El primer libro que me regalaron fue un minúsculo Nuevo Testamento una misionera entrañable en clase de religión en el colegio Juan XXIII de Mérida. Se llamaba por aquel entonces el colegio de la campana. Aún los conservo como un tesorillo, el libro y el recuerdo del colegio. Pero muchas veces me he preguntado si de la mitad de mi ser de escritora tiene la feliz culpa mi maestra doña Cati del colegio Trajano.
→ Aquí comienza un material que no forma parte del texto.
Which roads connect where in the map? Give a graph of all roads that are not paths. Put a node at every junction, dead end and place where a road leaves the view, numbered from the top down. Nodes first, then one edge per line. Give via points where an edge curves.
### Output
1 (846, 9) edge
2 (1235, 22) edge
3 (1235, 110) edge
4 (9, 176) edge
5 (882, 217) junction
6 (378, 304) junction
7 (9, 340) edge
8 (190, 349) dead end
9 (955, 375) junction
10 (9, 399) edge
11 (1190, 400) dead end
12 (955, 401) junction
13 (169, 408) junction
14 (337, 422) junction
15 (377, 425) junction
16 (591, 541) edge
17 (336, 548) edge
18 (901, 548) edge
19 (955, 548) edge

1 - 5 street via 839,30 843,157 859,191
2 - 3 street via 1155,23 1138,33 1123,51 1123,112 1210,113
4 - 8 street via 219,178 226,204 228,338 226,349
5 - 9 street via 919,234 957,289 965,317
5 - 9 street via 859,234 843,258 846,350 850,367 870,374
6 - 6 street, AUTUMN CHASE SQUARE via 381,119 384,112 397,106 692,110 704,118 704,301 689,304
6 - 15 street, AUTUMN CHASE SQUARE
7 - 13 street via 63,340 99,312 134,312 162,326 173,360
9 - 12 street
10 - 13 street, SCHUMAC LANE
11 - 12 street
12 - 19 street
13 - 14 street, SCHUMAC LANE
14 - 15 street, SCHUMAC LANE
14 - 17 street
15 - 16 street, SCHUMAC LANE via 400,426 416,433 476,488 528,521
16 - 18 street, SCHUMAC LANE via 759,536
Aquella vitrina pegada al rincón de la clase, al lado de la ventana donde escuchábamos zurear las palomas del jardincillo del museo de Santa Clara, por entonces el Museo de Mérida. Era una vitrina como el chinero de mi abuela Eulalia, mágica e inagotable. Cada vez que se abría y la mano de doña Cati, como la de un zahorí, pasaba por los lomos de los libros hasta posarse en uno, el elegido, me mantenía con el alma en vilo, pendiente del regalo de la semana. Bendito regalo prestado. El primer libro que leí de un tirón fue Veinte mil leguas de viaje submarino. Nada más premonitorio. Empezó mi larga travesía, ese fue mi génesis por la tierra, por la reunión de las aguas llamadas mares, y los sueños de los cielos. Espero no encontrarme nunca un vendedor engañoso, a su vez engañado por un mendigo, que me venda un libro de arena como el de Borges, sin principio ni fin... todos los libros se deben cerrar sólo con los ojos, nunca con el corazón.
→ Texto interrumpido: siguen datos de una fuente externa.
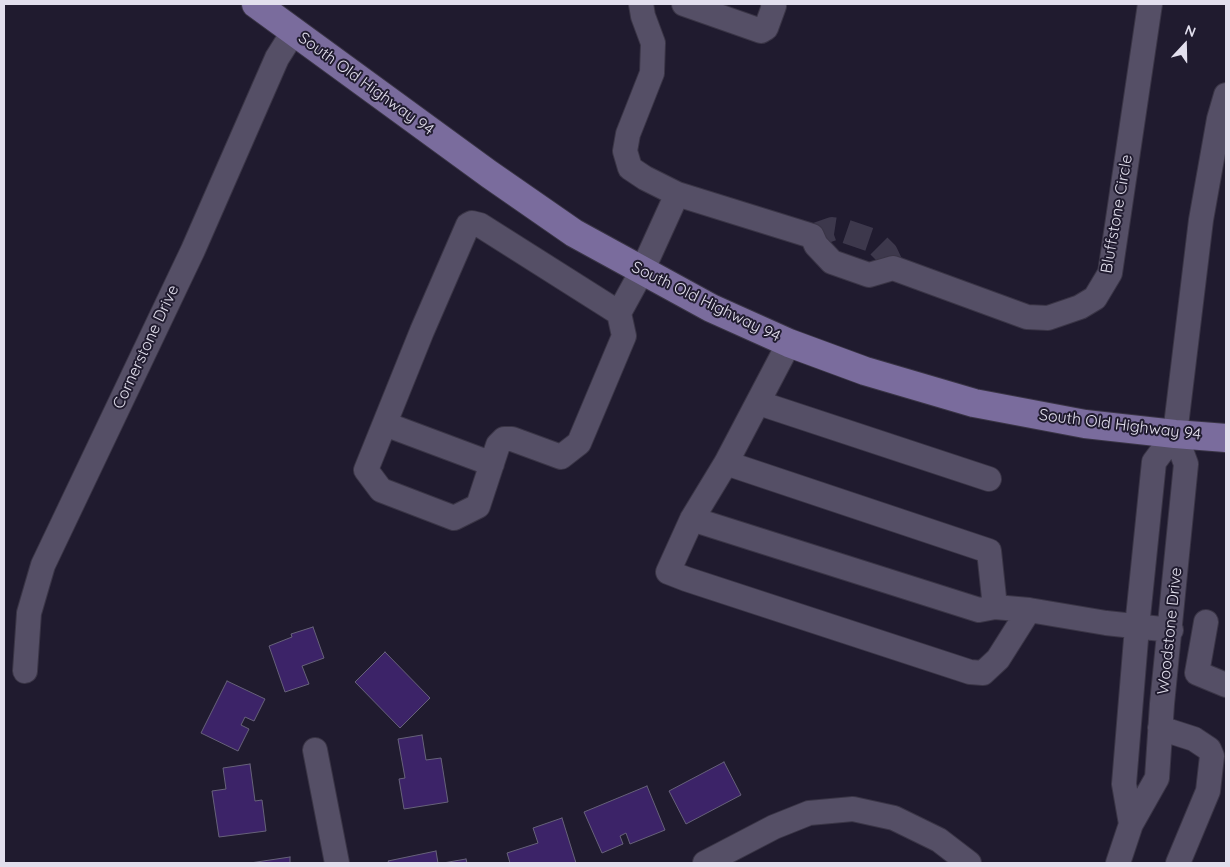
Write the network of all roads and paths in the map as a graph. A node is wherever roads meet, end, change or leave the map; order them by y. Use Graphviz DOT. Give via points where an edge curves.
graph roads {
  1 [pos="256,4"];
  2 [pos="641,4"];
  3 [pos="684,4"];
  4 [pos="773,4"];
  5 [pos="1150,4"];
  6 [pos="294,31"];
  7 [pos="1226,99"];
  8 [pos="677,194"];
  9 [pos="642,271"];
  10 [pos="619,313"];
  11 [pos="789,343"];
  12 [pos="758,403"];
  13 [pos="385,424"];
  14 [pos="1175,434"];
  15 [pos="1226,438"];
  16 [pos="726,463"];
  17 [pos="492,464"];
  18 [pos="989,479"];
  19 [pos="692,519"];
  20 [pos="995,607"];
  21 [pos="1029,610"];
  22 [pos="1216,623"];
  23 [pos="1171,625"];
  24 [pos="1137,627"];
  25 [pos="25,671"];
  26 [pos="1226,685"];
  27 [pos="1160,728"];
  28 [pos="315,750"];
  29 [pos="1131,824"];
  30 [pos="1127,860"];
  31 [pos="337,863"];
  32 [pos="705,863"];
  33 [pos="969,863"];
  34 [pos="1178,863"];
  1 -- 6 [label="main road, South Old Highway 94"];
  2 -- 8 [label="street" via="654,43 652,73 628,134 625,151 630,168"];
  3 -- 4 [label="street" via="761,31 766,28"];
  5 -- 8 [label="street, Bluffstone Circle" via="1110,273 1094,298 1080,307 1048,318 1028,317 893,268 869,275 832,262 812,236"];
  6 -- 9 [label="main road, South Old Highway 94" via="574,234"];
  6 -- 25 [label="street, Cornerstone Drive" via="277,58 193,250 43,565 30,613"];
  7 -- 14 [label="street, Woodstone Drive" via="1201,220"];
  8 -- 9 [label="street"];
  9 -- 10 [label="street"];
  9 -- 11 [label="main road, South Old Highway 94" via="710,308"];
  10 -- 13 [label="street" via="472,223 468,225 422,331"];
  10 -- 17 [label="street" via="624,336 578,443 561,457 504,439 498,445"];
  11 -- 12 [label="street"];
  11 -- 14 [label="main road, South Old Highway 94" via="866,371 974,403 1085,424"];
  12 -- 16 [label="street"];
  12 -- 18 [label="street"];
  13 -- 17 [label="street"];
  13 -- 17 [label="street" via="366,470 381,490 454,518 478,506"];
  14 -- 15 [label="main road, South Old Highway 94"];
  14 -- 23 [label="street, Woodstone Drive" via="1186,464"];
  14 -- 24 [label="street, Woodstone Drive" via="1154,462"];
  16 -- 19 [label="street"];
  16 -- 20 [label="street" via="989,551"];
  19 -- 20 [label="street" via="979,610"];
  19 -- 21 [label="street" via="668,572 970,672 983,673 998,659"];
  20 -- 21 [label="street"];
  21 -- 24 [label="street"];
  22 -- 23 [label="street"];
  22 -- 26 [label="street" via="1203,646 1197,673"];
  23 -- 24 [label="street"];
  23 -- 27 [label="street, Woodstone Drive"];
  24 -- 29 [label="street, Woodstone Drive" via="1124,784"];
  27 -- 29 [label="street, Woodstone Drive" via="1157,778"];
  27 -- 34 [label="street" via="1194,739 1212,756 1208,790"];
  28 -- 31 [label="street"];
  29 -- 30 [label="street, Woodstone Drive"];
  32 -- 33 [label="street" via="774,827 809,813 853,809 894,818 939,840"];
}
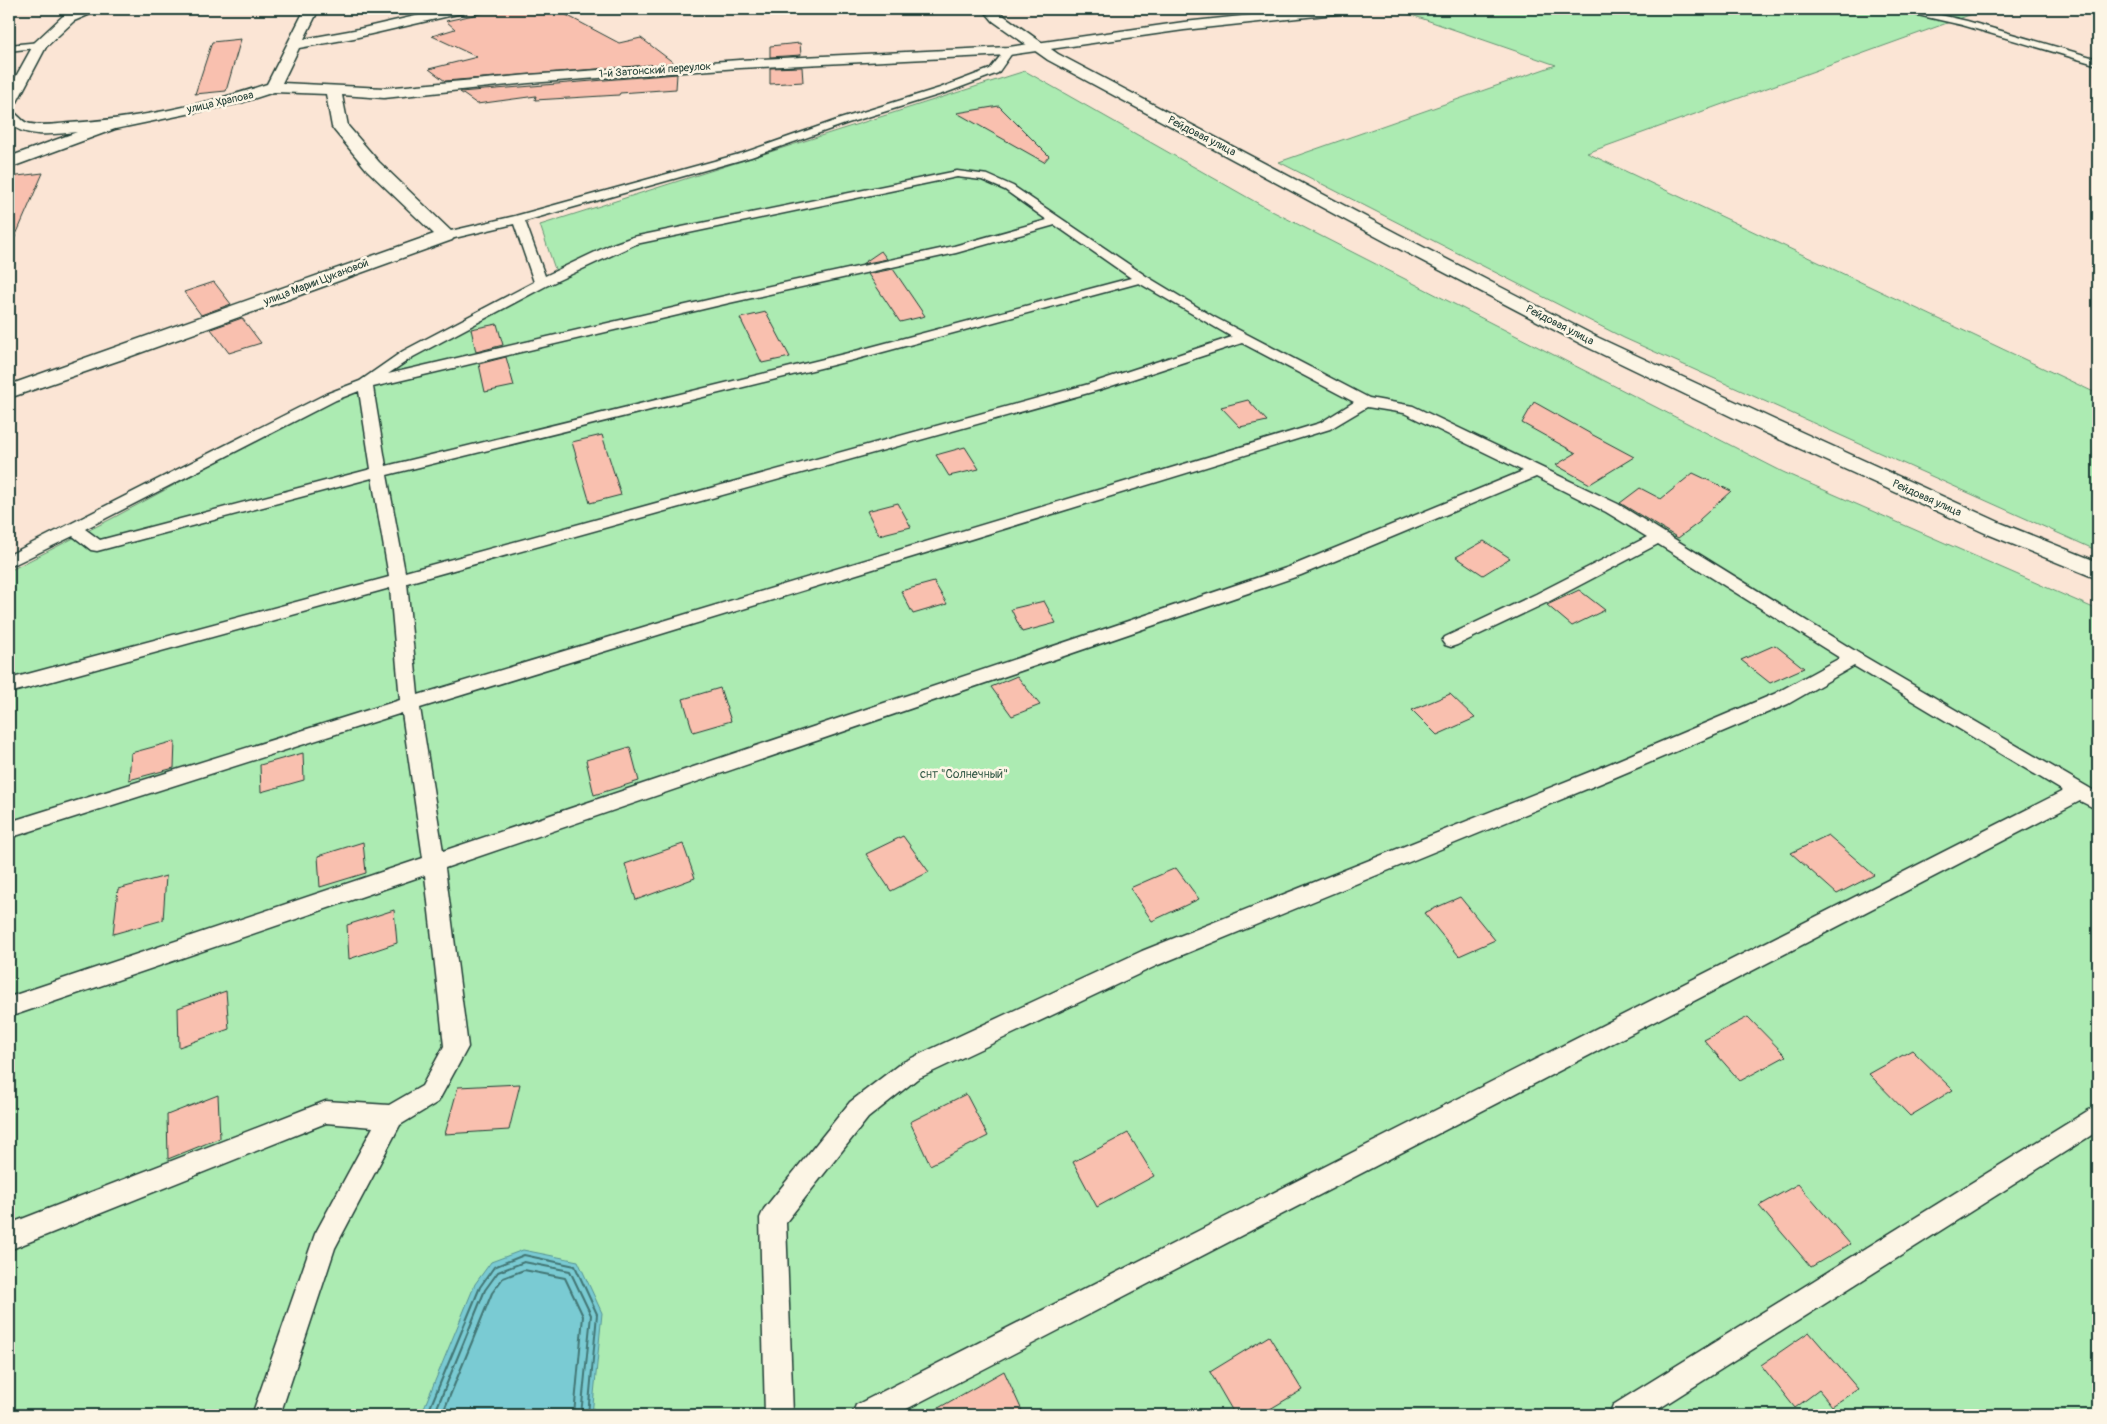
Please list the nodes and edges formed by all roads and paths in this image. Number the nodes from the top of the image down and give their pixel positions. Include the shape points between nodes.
1 (90, 9) edge
2 (312, 9) edge
3 (462, 9) edge
4 (990, 9) edge
5 (1180, 9) edge
6 (1340, 9) edge
7 (1903, 9) edge
8 (1184, 26) junction
9 (40, 45) junction
10 (294, 45) junction
11 (9, 48) edge
12 (1038, 48) junction
13 (1009, 50) junction
14 (2098, 62) edge
15 (273, 87) junction
16 (333, 90) junction
17 (9, 102) edge
18 (9, 115) edge
19 (110, 125) junction
20 (16, 130) edge
21 (9, 163) edge
22 (518, 219) junction
23 (1056, 221) junction
24 (446, 236) junction
25 (1141, 279) junction
26 (541, 283) junction
27 (1244, 338) junction
28 (365, 384) junction
29 (9, 392) edge
30 (1365, 402) junction
31 (379, 472) junction
32 (1534, 472) junction
33 (74, 529) junction
34 (1659, 537) junction
35 (9, 562) edge
36 (2098, 571) edge
37 (398, 578) junction
38 (1451, 641) dead end
39 (1854, 658) junction
40 (9, 686) edge
41 (410, 704) junction
42 (2089, 797) edge
43 (9, 830) edge
44 (434, 862) junction
45 (9, 1007) edge
46 (391, 1117) junction
47 (2098, 1118) edge
48 (9, 1237) edge
49 (266, 1415) edge
50 (779, 1415) edge
51 (866, 1415) edge
52 (1623, 1415) edge

1 - 9 street via 69,18
2 - 10 street
3 - 10 street
4 - 12 street, Рейдовая улица
5 - 8 street
6 - 8 street
7 - 14 lane
8 - 12 street
9 - 11 lane
9 - 17 street
10 - 15 street
12 - 13 lane
12 - 36 street, Рейдовая улица via 1592,342 1993,528
13 - 16 street, 1-й Затонский переулок via 730,65 384,93
13 - 22 lane via 994,71 944,90 747,155
15 - 16 street, 1-й Затонский переулок
15 - 19 street, улица Храпова via 240,98
16 - 24 street via 340,127 373,166
18 - 20 street
19 - 20 street
19 - 21 street
22 - 24 lane
22 - 26 lane
23 - 25 lane
23 - 26 lane via 1009,188 984,177 957,174 633,241
23 - 28 lane via 956,248
24 - 29 street, улица Марии Цукановой
25 - 27 lane
25 - 31 lane via 852,356
26 - 28 lane via 408,354
27 - 30 lane
27 - 37 lane via 1084,390
28 - 31 lane
28 - 33 lane via 331,397
30 - 32 lane via 1408,409
30 - 41 lane via 1325,426
31 - 33 lane via 97,546
31 - 37 lane
32 - 34 lane via 1612,508
32 - 44 lane via 1295,571
33 - 35 lane
34 - 38 lane
34 - 39 lane
37 - 40 lane
37 - 41 lane
39 - 42 lane
39 - 50 lane via 1780,699 1150,958 909,1071 859,1110 773,1218
41 - 43 lane
41 - 44 lane
42 - 51 lane
44 - 45 lane
44 - 46 lane via 456,1047 430,1094
46 - 48 lane via 326,1112
46 - 49 lane via 324,1243
47 - 52 lane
Esa biblioteca de aula de doña Cati, tan modesta y dotada con el buen criterio de una maestra celosa del buen leer y valorar tan alto el universo del libro, ha sido el patrón que ha regido la adolescencia de muchas niñas y niños. Somos más sociables leyendo, ampliamos los horizontes de la vida, la cultura deja de ser una entelequia, el pensamiento se concreta y desarrolla, los paisajes toman forma y nos convierten en viajeros sabios por la geografía del planeta. Conocimiento, palabra llave, una palabra, que como diría Blas de Otero, siempre nos quedará por encima de todo. Y por supuesto, no hay que olvidar el placer de leer. O el placer de escribir. O ambas cosas.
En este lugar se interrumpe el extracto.